- _Work item_: Reproduction without pictures: print every entry precisely as written.
========================================================================
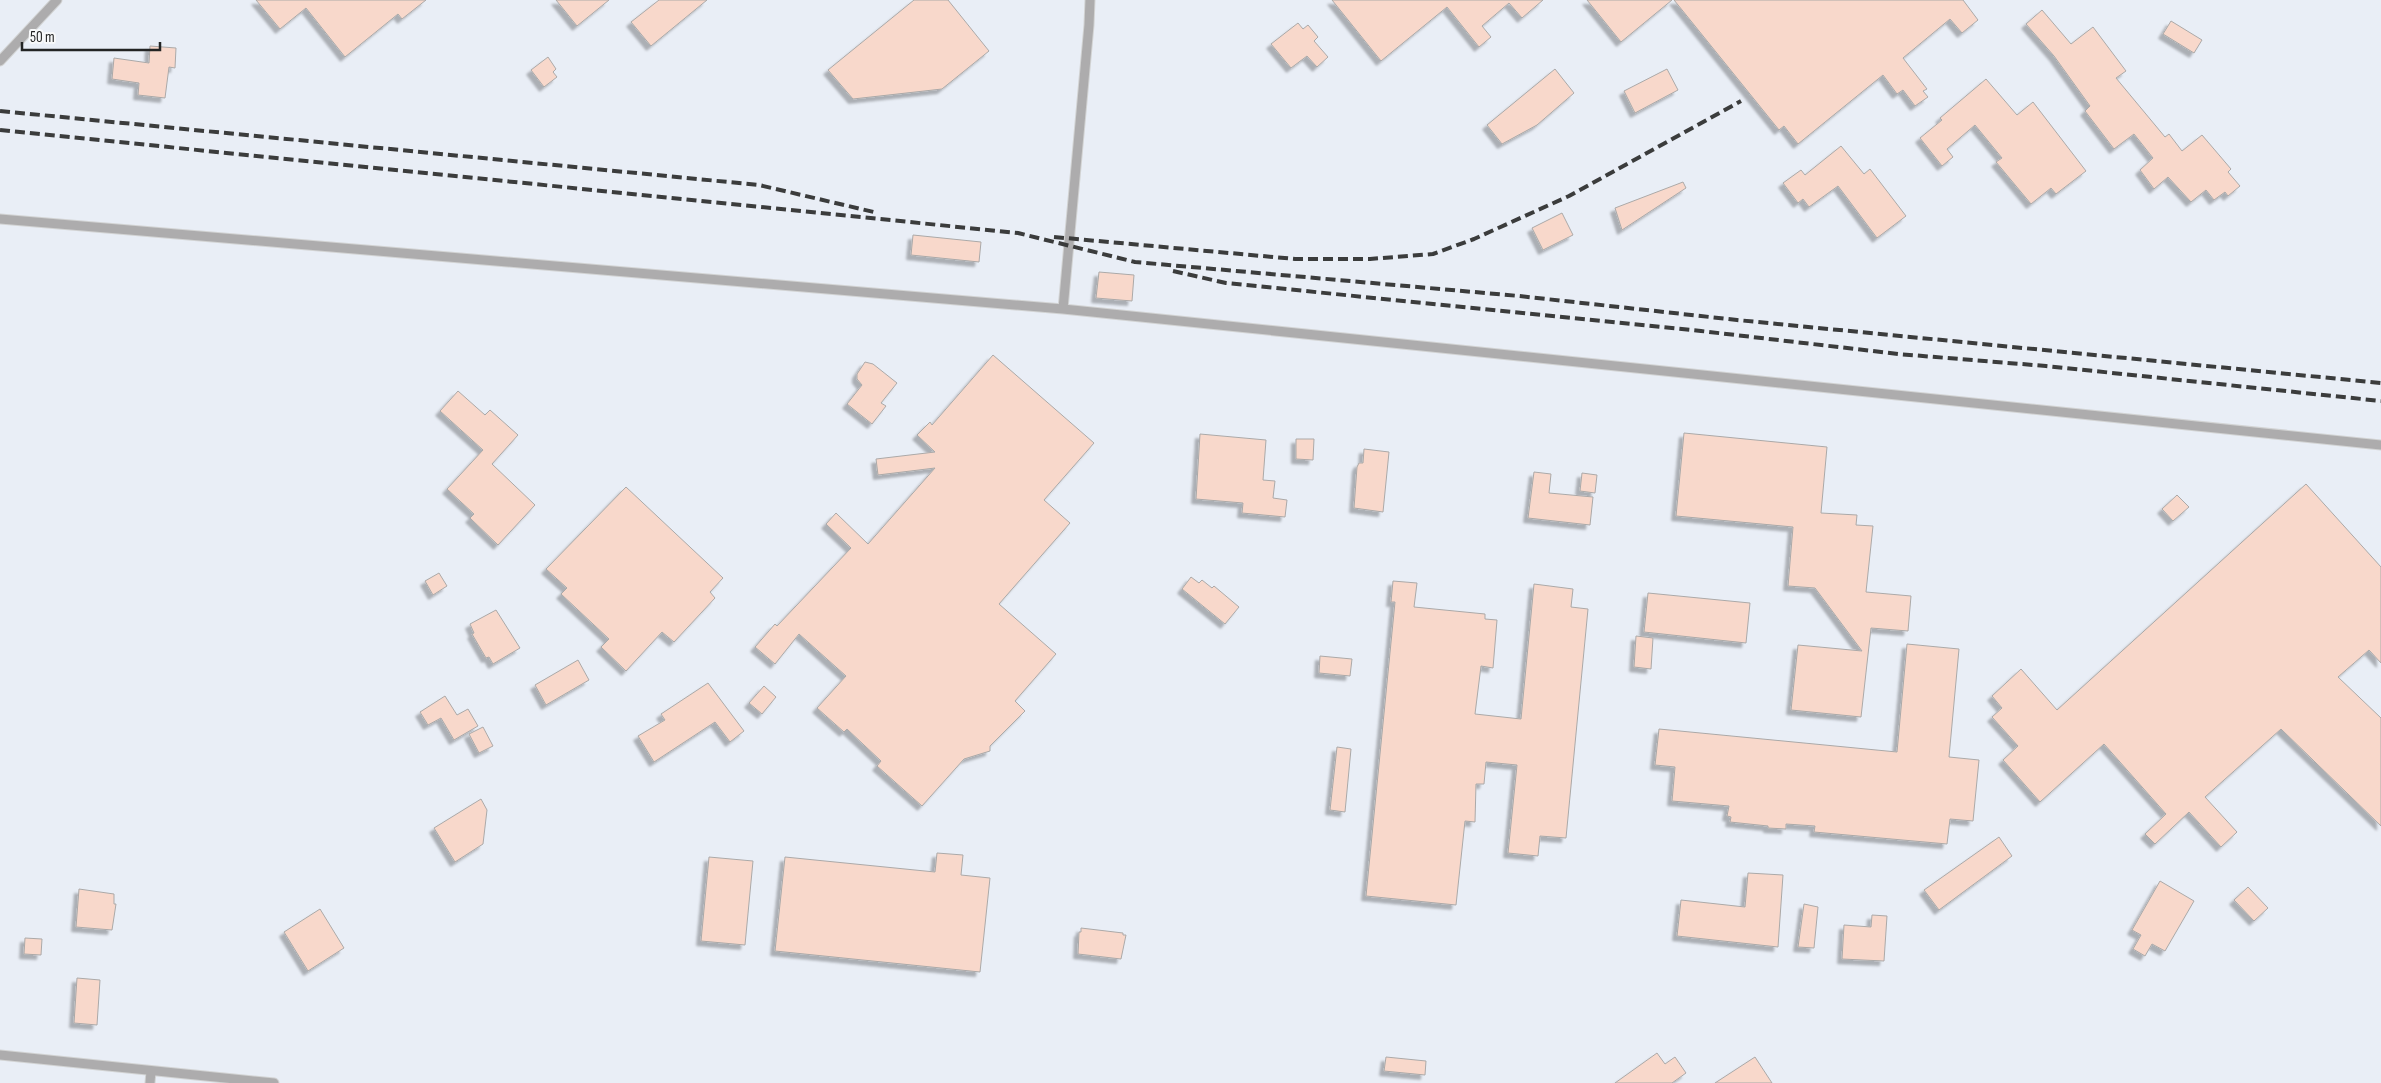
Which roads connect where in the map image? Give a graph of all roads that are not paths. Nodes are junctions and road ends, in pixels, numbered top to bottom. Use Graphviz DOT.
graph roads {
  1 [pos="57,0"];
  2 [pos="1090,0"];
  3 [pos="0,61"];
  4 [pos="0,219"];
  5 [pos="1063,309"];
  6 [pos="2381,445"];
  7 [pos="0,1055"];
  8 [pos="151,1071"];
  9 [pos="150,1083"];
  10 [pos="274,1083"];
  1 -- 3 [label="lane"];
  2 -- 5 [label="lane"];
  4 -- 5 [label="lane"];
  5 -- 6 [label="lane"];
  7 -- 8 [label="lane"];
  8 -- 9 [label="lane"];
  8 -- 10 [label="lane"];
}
========================================================================
- _Written response_:
Which roads connect where in the map image? Give a graph of all roads that are not paths. Nodes are junctions and road ends, in pixels, numbered top to bottom. Use Graphviz DOT.
graph roads {
  1 [pos="57,0"];
  2 [pos="1090,0"];
  3 [pos="0,61"];
  4 [pos="0,219"];
  5 [pos="1063,309"];
  6 [pos="2381,445"];
  7 [pos="0,1055"];
  8 [pos="151,1071"];
  9 [pos="150,1083"];
  10 [pos="274,1083"];
  1 -- 3 [label="lane"];
  2 -- 5 [label="lane"];
  4 -- 5 [label="lane"];
  5 -- 6 [label="lane"];
  7 -- 8 [label="lane"];
  8 -- 9 [label="lane"];
  8 -- 10 [label="lane"];
}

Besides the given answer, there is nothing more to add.